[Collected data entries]
|---|

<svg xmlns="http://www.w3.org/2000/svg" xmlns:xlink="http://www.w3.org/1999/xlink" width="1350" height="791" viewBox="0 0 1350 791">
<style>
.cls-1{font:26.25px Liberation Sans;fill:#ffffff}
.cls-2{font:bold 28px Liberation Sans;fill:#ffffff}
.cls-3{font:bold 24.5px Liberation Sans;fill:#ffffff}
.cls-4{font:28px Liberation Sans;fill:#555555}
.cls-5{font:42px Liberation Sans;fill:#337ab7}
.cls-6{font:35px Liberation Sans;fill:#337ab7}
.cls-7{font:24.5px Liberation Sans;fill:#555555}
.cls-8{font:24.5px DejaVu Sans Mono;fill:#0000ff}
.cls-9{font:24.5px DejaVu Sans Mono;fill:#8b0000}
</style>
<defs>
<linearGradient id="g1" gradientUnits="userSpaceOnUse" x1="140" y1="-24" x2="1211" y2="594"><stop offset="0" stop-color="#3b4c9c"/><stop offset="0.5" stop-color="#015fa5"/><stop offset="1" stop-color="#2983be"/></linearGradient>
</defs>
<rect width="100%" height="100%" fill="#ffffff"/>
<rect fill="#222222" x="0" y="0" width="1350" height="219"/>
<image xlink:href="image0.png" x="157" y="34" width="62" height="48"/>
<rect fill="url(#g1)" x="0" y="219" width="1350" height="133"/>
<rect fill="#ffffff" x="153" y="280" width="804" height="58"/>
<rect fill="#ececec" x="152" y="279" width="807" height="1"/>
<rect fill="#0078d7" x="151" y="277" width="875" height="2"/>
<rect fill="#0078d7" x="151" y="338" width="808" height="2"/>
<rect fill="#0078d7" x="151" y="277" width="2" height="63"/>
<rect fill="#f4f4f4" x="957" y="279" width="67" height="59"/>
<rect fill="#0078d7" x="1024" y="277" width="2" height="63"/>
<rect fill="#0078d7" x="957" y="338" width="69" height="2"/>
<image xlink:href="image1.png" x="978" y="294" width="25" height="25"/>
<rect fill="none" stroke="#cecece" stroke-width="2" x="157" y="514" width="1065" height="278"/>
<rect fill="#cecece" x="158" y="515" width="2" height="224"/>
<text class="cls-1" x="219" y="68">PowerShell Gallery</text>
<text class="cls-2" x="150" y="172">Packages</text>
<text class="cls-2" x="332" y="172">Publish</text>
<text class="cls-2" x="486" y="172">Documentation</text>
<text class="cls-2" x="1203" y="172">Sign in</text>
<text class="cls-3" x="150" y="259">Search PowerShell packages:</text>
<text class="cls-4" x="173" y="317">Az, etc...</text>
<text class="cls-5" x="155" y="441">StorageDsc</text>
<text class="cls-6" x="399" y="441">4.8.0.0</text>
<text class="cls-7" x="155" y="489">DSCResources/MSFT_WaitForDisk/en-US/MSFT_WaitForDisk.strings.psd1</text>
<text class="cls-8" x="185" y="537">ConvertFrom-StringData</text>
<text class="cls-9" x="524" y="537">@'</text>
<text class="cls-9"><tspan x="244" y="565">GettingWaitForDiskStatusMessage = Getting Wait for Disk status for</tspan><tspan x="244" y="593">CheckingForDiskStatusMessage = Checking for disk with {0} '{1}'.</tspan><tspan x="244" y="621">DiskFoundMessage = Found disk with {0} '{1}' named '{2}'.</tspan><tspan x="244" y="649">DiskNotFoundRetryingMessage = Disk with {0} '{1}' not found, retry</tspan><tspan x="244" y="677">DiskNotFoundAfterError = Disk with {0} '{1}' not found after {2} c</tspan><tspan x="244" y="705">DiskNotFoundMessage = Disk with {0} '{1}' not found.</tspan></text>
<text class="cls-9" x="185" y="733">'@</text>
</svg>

|---|

> [TASK TO COMPLETE]
From the records above, tally every line that contains the string "Sans"; the reply consists of that number alone.

> [SOLUTION TO THE EXERCISE]
9